With 18 members of the panel in action this weekend, the parading of the cup was put on hold, temporarily. They had the rest of their lives to celebrate.

But what the party lacked in length it made up for in quality. It began at the after-match banquet in the Citywest hotel, continued on the homeward journey through Aughnacloy and on to Omagh on Monday, then headed north to Brian Dooher's country in Aughabrack on Tuesday. Most of the players had seen it all two years earlier, but, strangely enough this time, that was a source of extra pleasure.

"When we won it in 2003, nobody knew what was coming next." says Ryan Mellon. "As a result, maybe some of the boys would have said that it went too fast the first time. They were off the pitch and the banquet was over before they realised it. But this time you knew what to expect, so you just knew you had to savour every single moment."

Mellon grew up playing with Moy and graduated to the county set-up among the crop of excellence that was harvested into the 1998 All-Ireland minor title winning team

Mellon had even more reason to savour the moment. Before the game, he had been recognised in some media analysis as one of the team's weak links. On the day he kicked two points in the opening five minutes, won some crucial primary phase possession in the second half and worked so hard all through that RTE Radio's match analyst, Ray Silke, nominated him man of the match.

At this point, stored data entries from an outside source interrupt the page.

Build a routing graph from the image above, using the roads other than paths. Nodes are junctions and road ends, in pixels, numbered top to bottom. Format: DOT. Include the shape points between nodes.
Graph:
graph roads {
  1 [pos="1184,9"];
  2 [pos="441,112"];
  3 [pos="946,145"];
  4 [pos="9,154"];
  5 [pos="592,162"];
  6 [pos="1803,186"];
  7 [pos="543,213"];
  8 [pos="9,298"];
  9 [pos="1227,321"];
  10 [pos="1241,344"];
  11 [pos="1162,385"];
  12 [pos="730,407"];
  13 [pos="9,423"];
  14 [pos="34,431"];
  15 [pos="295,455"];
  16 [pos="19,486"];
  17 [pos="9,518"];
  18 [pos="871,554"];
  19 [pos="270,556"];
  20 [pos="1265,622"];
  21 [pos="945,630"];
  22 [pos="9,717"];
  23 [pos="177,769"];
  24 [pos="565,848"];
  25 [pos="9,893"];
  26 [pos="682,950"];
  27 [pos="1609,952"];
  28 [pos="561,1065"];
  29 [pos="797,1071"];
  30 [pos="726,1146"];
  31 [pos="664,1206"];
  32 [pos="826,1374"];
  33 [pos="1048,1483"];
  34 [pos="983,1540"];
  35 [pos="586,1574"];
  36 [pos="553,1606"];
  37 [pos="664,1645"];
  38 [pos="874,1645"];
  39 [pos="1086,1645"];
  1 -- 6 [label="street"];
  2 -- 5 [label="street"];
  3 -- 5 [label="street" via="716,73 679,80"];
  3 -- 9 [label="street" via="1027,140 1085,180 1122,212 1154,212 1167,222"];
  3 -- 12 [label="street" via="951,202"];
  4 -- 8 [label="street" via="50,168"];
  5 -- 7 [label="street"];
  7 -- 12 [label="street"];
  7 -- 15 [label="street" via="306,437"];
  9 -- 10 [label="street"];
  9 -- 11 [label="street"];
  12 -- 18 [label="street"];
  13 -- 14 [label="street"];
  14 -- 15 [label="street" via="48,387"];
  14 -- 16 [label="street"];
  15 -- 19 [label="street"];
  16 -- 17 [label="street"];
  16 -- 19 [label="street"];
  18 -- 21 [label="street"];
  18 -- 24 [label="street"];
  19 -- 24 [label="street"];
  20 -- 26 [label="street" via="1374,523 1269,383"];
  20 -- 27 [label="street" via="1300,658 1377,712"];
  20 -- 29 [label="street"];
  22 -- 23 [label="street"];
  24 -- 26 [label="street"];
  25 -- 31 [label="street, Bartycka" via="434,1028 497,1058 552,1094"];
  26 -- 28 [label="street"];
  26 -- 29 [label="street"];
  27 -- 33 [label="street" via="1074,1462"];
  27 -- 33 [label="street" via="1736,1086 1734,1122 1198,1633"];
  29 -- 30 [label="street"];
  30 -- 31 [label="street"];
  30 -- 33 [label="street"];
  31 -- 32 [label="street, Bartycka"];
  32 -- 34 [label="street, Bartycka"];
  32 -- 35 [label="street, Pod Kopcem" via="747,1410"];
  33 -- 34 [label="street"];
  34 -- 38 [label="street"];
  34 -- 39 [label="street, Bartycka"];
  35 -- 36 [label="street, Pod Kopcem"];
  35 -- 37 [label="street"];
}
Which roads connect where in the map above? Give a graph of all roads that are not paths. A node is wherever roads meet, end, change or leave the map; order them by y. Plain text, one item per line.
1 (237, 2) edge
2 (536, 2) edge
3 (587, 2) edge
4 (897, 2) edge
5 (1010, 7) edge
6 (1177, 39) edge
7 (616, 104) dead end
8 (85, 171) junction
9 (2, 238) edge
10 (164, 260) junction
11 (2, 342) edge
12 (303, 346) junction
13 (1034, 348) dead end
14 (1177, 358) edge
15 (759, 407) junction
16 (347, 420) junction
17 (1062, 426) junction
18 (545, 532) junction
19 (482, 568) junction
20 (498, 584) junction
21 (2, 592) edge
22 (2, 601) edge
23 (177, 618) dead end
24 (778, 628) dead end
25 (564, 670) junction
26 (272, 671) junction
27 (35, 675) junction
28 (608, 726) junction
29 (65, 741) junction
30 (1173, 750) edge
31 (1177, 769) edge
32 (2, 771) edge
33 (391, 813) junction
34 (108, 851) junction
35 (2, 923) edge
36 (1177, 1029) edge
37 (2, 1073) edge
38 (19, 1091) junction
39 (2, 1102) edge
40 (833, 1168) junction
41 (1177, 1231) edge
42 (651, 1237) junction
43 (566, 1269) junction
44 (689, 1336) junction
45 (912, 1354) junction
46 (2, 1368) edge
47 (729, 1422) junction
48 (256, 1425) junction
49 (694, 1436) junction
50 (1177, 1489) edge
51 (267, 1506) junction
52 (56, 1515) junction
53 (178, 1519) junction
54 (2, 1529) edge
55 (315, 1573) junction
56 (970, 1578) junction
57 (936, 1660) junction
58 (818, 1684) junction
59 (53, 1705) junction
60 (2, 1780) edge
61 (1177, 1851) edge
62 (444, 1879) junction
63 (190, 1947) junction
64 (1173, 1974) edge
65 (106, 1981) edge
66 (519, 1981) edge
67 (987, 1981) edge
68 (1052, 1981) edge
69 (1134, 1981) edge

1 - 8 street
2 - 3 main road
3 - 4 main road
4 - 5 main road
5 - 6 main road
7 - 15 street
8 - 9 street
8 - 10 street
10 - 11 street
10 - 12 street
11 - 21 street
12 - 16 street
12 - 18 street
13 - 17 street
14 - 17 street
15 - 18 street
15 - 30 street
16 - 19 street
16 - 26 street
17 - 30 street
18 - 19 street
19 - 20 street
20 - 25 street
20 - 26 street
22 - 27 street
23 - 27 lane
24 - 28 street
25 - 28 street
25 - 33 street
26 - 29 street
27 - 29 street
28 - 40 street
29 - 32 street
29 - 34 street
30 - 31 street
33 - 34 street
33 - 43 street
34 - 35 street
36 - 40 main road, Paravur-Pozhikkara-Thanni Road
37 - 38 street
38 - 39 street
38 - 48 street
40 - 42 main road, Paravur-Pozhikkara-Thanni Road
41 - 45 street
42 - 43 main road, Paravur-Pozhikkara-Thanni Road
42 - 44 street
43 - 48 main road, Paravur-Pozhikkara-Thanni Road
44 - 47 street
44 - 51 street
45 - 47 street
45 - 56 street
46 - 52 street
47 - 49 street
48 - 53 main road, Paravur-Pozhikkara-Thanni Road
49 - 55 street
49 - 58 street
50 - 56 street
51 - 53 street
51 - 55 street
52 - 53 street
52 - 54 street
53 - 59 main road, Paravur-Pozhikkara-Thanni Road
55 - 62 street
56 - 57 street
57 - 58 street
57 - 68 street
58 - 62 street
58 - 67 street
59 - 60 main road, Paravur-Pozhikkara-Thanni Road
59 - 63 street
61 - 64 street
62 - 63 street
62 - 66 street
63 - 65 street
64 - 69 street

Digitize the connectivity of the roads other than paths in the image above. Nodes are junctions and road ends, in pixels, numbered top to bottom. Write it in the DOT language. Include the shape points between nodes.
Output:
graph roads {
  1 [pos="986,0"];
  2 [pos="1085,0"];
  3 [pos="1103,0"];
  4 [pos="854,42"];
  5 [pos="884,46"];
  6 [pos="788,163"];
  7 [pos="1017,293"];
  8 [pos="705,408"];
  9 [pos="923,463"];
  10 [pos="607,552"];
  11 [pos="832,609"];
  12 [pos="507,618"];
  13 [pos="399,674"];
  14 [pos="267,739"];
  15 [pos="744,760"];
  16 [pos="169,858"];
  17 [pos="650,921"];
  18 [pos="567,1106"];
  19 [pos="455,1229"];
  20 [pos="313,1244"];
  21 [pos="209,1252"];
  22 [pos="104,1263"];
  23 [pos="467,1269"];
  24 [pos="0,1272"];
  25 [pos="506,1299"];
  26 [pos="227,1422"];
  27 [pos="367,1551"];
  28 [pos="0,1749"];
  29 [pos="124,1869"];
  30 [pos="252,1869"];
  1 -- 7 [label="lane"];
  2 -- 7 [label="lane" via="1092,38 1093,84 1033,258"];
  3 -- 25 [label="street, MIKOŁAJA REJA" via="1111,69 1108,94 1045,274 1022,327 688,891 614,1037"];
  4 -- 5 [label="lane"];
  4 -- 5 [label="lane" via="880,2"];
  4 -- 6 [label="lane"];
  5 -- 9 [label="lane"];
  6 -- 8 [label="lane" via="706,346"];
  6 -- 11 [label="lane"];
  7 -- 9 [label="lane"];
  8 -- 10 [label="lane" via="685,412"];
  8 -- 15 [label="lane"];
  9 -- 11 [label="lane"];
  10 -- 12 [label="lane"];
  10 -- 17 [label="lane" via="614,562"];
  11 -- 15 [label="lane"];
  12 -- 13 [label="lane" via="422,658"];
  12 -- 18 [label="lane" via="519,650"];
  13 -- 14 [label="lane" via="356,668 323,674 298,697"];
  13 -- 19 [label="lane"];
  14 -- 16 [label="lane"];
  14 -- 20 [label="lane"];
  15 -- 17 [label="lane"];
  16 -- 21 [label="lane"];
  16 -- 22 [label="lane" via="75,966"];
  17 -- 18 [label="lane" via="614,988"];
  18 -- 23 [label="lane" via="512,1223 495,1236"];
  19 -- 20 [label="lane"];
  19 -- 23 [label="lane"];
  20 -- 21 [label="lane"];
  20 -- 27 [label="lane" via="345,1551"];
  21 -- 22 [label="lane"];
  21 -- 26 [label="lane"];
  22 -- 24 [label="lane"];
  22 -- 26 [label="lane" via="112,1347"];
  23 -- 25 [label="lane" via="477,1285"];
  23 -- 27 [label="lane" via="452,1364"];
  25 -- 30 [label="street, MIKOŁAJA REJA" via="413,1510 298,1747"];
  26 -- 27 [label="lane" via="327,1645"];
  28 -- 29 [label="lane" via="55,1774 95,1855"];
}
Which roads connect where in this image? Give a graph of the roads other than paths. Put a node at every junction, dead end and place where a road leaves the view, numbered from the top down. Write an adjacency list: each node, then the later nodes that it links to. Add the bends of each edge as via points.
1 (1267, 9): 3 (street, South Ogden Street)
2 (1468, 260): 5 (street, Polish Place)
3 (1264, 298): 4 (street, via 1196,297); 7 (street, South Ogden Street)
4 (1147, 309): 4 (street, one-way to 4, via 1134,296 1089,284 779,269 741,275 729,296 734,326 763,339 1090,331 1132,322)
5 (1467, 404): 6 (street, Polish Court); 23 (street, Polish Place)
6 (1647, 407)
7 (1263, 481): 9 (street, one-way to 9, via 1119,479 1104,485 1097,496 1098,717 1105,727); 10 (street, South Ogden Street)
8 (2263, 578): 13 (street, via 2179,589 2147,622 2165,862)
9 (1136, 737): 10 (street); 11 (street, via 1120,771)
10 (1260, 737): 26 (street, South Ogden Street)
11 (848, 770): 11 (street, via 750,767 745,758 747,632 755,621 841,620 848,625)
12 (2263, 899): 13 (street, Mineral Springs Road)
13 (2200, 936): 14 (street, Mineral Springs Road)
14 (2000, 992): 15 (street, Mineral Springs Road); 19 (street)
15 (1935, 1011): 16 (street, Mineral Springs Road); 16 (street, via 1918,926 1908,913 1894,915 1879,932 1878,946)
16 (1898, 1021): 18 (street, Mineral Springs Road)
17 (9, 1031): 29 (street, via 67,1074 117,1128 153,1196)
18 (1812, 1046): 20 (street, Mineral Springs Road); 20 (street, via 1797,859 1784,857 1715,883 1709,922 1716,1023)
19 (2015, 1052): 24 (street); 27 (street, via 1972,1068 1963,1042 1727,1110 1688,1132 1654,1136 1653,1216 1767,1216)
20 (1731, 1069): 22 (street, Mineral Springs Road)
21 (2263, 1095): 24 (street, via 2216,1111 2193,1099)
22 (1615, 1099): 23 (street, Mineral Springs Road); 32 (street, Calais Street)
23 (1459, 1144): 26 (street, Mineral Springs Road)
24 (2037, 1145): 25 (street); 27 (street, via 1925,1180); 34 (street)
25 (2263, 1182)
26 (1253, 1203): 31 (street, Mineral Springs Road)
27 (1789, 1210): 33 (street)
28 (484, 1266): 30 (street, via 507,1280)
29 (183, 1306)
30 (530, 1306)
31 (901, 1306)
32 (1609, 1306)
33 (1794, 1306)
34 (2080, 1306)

Yet none of the joy he felt afterwards was derived from proving a point. He says he wasn't even aware of their comments anyway. His was a satisfaction rooted in personal adversity. One of the first people he phoned after the game was, ironically, a Kerry woman.

Without the help of Kathleen Ward, he may not have been playing last weekend. She is the alternative medicine practitioner from Castleblayney who found the light in the blackest of caves just over a year ago. It was she who achieved what all the doctors and specialists he had attended prior to that couldn't. She began the process to give him back his strength; to rebuild his football career, to return to a quality of life that he had once taken for granted.

The Mellon family home is situated beside his father's car showrooms, just off the Armagh road, three quarters of a mile from the village of Moy. With the two counties separated by the Blackwater river on the edge of the village, geographically speaking Mellon has lived in Armagh all his life. His mother, Greta, is an Armagh woman, and he went to school there as well.